ZURICH (Reuters) - Turkey and Armenia signed a landmark peace accord on Saturday to restore ties and open their shared border after a century of hostility stemming from the World War One mass killing of Armenians by Ottoman forces.

Armenia's Foreign Minister Edouard Nalbandian (3rd L) and Turkey's Foreign Minister Ahmet Davutoglu (3rd R) clap after the signing ceremony of a peace deal between the two countries while flanked by France's Foreign Minister Bernard Kouchner (L), Switzerland’s Foreign Minister Micheline Calmy-Rey (2nd L), U.S. Secretary of State Hillary Clinton (2nd R) and Russia's Foreign Minister Sergei Lavrov in Zurich October 10, 2009. REUTERS/Patrick Kraemer/Pool

But in an indication of the many pitfalls that lie ahead of its implementation, the ceremony was marred by a three-hour delay due to last-minute disagreements on statements, forcing U.S. Secretary of State Hillary Clinton to engage in intense discussions to salvage a deal.

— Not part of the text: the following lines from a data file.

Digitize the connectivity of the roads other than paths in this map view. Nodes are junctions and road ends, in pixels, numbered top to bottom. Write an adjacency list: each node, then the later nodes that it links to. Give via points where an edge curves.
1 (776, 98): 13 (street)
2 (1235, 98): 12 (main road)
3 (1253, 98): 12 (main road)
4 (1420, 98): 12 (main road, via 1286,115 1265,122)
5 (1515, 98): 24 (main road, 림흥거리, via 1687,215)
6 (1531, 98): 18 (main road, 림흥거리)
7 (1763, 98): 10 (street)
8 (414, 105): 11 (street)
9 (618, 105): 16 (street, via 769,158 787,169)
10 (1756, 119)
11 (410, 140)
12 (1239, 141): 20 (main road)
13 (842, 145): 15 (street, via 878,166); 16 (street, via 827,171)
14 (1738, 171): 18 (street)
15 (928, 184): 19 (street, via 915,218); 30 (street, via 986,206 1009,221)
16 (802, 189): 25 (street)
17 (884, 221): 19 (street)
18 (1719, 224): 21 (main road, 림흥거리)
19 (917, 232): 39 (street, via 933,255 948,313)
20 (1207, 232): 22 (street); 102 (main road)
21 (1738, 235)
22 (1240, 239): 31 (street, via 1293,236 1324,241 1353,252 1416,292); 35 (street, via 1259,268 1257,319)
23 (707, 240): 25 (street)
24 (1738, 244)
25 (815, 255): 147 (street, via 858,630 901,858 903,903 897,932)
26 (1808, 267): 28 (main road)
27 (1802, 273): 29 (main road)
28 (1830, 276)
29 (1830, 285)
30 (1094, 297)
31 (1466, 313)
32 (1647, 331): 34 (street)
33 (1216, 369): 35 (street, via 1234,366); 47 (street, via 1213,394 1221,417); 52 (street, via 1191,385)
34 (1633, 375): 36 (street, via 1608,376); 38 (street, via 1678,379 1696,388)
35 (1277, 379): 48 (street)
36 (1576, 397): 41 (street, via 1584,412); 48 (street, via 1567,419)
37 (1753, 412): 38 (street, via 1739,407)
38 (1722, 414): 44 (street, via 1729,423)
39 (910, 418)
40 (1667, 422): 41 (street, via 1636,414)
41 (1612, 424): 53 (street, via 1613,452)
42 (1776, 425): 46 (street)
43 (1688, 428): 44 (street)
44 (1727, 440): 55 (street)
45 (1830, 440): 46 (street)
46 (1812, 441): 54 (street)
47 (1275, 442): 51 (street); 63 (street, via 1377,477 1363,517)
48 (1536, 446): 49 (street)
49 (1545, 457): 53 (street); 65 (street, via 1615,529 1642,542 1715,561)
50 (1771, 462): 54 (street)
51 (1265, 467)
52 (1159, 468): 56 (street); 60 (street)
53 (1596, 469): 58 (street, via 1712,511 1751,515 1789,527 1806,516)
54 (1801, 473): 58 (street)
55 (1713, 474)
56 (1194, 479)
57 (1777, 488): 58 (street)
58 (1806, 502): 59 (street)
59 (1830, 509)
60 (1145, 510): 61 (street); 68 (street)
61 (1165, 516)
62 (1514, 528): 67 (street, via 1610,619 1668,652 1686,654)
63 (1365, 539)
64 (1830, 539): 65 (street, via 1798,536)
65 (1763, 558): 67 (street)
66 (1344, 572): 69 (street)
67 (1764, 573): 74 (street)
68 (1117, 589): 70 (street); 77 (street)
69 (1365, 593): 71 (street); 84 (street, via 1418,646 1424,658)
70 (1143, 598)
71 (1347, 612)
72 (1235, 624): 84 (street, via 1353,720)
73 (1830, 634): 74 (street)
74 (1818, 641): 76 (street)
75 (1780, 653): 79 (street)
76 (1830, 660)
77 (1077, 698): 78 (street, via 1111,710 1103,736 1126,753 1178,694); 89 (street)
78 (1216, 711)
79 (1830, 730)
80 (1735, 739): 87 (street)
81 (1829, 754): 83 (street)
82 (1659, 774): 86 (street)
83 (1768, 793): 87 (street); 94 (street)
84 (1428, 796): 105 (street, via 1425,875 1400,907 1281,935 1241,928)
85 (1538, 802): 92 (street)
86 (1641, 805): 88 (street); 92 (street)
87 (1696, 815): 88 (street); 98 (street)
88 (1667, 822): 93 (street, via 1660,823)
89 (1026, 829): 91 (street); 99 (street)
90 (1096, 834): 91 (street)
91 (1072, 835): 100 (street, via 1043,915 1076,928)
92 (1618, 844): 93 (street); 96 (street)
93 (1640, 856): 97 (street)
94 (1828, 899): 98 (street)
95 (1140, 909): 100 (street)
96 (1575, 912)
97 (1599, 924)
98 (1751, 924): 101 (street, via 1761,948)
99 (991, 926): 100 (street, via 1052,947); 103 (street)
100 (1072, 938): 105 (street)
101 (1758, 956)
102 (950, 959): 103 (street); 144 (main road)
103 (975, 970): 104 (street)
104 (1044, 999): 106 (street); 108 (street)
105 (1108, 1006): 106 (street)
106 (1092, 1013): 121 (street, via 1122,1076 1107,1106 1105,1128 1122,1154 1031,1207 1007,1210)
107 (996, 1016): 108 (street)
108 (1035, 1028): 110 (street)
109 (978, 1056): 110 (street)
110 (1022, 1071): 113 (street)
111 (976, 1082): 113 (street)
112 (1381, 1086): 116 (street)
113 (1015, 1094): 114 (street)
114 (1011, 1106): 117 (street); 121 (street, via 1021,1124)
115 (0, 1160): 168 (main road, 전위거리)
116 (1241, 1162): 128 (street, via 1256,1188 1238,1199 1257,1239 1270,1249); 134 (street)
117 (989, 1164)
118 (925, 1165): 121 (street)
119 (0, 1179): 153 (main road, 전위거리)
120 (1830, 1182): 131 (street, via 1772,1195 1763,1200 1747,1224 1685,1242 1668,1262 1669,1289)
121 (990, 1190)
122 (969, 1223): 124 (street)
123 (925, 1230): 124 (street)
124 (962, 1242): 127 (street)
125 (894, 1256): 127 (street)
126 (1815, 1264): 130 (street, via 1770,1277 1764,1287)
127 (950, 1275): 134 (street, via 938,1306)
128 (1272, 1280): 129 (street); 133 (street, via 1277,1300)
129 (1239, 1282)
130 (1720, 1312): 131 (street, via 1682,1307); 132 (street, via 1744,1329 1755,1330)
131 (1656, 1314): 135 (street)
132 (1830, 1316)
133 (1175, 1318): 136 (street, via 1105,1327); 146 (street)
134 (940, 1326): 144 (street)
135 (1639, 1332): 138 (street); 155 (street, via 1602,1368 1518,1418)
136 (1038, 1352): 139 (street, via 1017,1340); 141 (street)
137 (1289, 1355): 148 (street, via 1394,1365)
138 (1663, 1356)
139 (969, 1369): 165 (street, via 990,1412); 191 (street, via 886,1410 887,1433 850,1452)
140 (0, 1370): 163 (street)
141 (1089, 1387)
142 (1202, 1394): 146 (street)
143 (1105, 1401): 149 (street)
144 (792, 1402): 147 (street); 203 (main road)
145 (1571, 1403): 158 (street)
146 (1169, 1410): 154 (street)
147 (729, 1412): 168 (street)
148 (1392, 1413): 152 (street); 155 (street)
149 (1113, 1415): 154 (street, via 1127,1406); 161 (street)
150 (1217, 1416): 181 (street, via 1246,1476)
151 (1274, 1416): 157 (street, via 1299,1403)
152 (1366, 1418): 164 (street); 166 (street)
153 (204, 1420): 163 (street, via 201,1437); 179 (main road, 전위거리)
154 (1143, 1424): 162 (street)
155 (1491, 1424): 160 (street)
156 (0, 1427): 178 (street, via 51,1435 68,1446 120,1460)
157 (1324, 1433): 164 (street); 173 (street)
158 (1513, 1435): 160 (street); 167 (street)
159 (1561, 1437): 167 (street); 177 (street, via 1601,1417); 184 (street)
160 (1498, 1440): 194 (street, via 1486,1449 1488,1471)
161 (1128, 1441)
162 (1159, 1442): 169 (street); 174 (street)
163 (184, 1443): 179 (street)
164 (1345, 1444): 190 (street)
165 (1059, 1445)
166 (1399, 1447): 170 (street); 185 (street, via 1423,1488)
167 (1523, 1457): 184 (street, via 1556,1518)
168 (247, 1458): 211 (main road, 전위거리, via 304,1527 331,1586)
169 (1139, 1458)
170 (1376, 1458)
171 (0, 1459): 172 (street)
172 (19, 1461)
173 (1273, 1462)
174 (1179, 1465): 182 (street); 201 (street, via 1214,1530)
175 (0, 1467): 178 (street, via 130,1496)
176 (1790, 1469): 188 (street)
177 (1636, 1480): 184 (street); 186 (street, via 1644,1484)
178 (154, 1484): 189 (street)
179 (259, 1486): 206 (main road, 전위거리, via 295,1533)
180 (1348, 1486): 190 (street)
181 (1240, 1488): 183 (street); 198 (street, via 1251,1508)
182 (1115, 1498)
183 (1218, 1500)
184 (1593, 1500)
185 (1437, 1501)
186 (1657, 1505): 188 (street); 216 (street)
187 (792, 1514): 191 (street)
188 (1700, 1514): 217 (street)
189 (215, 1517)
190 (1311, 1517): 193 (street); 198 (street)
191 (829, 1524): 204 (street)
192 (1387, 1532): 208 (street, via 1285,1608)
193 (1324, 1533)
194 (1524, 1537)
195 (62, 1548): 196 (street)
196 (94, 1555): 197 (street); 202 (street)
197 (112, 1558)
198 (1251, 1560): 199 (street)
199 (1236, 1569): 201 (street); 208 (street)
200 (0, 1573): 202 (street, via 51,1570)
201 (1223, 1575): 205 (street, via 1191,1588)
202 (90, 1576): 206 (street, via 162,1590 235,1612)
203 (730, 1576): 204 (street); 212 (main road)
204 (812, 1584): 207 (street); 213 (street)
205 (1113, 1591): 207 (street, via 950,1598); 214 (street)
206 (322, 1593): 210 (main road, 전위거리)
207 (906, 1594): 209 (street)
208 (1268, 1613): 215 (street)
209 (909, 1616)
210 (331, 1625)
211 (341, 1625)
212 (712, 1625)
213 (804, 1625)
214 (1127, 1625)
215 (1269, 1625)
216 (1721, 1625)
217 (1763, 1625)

Turkey’s Foreign Minister Ahmet Davutoglu and his Armenian counterpart Edward Nalbandian signed the Swiss-mediated deal in Zurich at a ceremony also attended by European Union foreign policy chief Javier Solana, Russia’s Foreign Minister Sergei Lavrov and France’s Foreign Minister Bernard Kouchner.

The Turkish and Armenian parliaments must now approve the deal in the face of opposition from nationalists on both sides and a Armenian diaspora which insists Turkey acknowledge the killings of up to 1.5 million Armenians as genocide.

If an agreement comes into effect, it would boost European Union candidate Turkey’s diplomatic clout in the volatile South Caucasus, a transit corridor for oil and gas to the West.

Before the deal was inked at the University of Zurich, Clinton returned to her hotel to help smooth over objections with Nalbandian over statements to be read at the ceremony.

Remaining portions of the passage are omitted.